Under their constitutions, the various States of Australia have plenary power to make laws for the peace, order(or welfare) and good government of the State. The States are therefore able to raise tax revenue and to spend it in any manner they choose. Since federation in 1901, State constitutions have been subject to the Commonwealth Constitution. Except in relation to the imposition of duties of custom or excise (s 90), the Commonwealth Constitution does not expressly divide fiscal responsibilities between the Commonwealth and the States. However, as this report will demonstrate, the financial relationship between the Commonwealth and the States has changed considerably since federation, with the Commonwealth assuming progressively more responsibility for revenue raising. The result has been an acute vertical fiscal imbalance in the Australian federation. High Court interpretations of financial provisions of the Commonwealth Constitution have provided the Commonwealth government with the capacity to generate this imbalance, and with the ability to use the imbalance to influence and control State government expenditure. Creating this imbalance and managing it have dominated the federal financial relationship in Australia.
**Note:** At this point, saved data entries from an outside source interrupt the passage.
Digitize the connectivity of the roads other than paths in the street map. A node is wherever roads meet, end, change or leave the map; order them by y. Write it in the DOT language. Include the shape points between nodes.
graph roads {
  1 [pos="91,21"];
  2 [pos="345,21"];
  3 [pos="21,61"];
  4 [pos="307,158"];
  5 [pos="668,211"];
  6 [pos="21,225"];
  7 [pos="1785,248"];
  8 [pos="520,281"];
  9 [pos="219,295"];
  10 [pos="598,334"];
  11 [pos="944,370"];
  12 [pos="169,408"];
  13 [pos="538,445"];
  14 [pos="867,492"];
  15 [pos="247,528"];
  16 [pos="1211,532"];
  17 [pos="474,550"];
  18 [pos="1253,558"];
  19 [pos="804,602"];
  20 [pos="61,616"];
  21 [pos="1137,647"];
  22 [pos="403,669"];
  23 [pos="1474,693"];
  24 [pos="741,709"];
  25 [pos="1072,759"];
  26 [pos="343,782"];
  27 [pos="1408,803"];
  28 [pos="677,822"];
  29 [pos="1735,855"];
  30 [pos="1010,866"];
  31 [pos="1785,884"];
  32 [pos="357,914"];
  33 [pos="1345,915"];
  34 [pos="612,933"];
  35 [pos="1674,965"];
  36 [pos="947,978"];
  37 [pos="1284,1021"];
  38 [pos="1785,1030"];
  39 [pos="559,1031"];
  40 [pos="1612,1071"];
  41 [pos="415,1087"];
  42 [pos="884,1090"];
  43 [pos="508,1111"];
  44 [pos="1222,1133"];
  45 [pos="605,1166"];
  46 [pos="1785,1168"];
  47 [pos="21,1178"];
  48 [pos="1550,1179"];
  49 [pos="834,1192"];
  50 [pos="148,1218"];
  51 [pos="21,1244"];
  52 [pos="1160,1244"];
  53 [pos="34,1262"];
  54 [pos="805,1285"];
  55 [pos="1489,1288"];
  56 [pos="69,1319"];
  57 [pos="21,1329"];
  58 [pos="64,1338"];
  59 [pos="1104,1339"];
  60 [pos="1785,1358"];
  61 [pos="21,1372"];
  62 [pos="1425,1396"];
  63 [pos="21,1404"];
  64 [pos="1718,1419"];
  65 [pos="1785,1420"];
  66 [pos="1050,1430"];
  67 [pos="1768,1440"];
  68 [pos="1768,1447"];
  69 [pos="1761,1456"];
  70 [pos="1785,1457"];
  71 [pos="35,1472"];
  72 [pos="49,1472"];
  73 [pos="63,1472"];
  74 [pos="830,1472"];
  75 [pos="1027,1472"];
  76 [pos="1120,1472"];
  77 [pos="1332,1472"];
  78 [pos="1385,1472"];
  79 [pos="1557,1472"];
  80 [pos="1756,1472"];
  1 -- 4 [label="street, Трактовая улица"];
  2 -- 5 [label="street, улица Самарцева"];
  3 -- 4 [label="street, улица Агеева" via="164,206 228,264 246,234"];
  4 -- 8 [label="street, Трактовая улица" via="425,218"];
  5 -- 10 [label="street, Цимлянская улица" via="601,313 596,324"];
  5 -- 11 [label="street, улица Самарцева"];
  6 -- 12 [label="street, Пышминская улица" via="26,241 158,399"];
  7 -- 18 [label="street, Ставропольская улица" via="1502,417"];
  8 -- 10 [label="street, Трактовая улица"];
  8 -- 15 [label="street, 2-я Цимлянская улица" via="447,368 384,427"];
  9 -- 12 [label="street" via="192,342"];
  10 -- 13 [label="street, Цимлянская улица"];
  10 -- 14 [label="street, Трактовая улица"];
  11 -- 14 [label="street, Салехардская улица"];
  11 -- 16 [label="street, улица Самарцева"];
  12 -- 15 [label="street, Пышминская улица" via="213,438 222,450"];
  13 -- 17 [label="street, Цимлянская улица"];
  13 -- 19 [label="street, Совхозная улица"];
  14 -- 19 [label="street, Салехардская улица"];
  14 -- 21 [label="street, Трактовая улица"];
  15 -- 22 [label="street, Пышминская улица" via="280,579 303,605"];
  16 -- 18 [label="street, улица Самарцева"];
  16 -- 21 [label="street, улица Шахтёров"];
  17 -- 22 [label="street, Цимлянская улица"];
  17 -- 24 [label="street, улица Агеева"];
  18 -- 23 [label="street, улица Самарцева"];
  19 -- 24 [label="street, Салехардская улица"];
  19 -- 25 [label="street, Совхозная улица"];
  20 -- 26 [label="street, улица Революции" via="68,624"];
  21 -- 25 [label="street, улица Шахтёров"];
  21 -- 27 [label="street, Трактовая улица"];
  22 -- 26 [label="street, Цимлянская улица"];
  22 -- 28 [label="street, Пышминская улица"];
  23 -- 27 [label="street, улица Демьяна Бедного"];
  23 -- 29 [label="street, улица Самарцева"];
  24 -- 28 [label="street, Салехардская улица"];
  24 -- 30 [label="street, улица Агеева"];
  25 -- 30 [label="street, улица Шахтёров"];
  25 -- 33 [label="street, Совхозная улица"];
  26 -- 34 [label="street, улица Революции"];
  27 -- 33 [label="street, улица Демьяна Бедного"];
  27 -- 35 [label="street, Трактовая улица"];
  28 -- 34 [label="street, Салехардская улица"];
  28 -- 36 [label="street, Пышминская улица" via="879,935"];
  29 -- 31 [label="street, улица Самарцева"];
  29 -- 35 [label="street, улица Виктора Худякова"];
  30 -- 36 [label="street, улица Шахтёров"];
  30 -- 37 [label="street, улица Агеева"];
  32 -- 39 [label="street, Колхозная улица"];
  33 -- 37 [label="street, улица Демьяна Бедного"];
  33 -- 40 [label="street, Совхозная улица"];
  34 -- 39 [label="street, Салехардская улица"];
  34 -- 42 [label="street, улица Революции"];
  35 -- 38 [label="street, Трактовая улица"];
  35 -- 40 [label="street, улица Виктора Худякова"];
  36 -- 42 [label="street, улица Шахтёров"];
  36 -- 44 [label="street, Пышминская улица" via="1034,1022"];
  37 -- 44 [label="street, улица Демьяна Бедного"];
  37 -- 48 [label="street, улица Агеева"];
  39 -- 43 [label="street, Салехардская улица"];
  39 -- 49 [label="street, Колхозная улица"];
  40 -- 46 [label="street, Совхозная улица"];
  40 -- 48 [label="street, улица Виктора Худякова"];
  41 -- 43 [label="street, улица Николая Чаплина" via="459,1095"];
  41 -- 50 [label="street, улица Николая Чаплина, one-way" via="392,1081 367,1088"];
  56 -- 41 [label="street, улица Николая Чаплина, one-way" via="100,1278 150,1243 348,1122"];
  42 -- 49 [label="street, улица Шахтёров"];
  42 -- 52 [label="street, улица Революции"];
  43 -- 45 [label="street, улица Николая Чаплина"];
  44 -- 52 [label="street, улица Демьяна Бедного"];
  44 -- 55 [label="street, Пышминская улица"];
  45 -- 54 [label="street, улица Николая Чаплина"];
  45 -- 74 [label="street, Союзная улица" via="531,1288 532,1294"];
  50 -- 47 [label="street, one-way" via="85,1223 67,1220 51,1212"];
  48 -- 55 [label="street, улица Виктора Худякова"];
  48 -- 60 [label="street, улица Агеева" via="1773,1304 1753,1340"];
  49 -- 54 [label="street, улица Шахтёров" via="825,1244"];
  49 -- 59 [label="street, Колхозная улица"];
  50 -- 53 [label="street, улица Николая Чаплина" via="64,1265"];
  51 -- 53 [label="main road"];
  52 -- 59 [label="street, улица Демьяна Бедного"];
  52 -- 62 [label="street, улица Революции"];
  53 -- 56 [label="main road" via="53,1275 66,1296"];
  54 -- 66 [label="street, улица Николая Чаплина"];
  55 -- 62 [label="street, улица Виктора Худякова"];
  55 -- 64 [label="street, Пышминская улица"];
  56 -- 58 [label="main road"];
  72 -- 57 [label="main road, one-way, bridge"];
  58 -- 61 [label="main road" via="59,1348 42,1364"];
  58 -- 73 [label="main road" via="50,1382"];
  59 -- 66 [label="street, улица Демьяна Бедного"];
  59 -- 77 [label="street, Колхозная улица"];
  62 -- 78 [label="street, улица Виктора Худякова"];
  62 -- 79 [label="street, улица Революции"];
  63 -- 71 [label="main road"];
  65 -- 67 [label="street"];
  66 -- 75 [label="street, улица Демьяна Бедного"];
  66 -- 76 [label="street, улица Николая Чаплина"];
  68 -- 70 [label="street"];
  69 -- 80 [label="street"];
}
The relationship has been a reasonably prominent political issue in Australia because the two major political parties, the Australian Labor Party and the Liberal/National Coalition, have traditionally adopted different attitudes to the relationship. The Australian Labor Party favours a vertical fiscal imbalance as a means to implement national legislative policies through offering tied grants to the States. The Coalition has been more concerned to preserve the financial position of the States.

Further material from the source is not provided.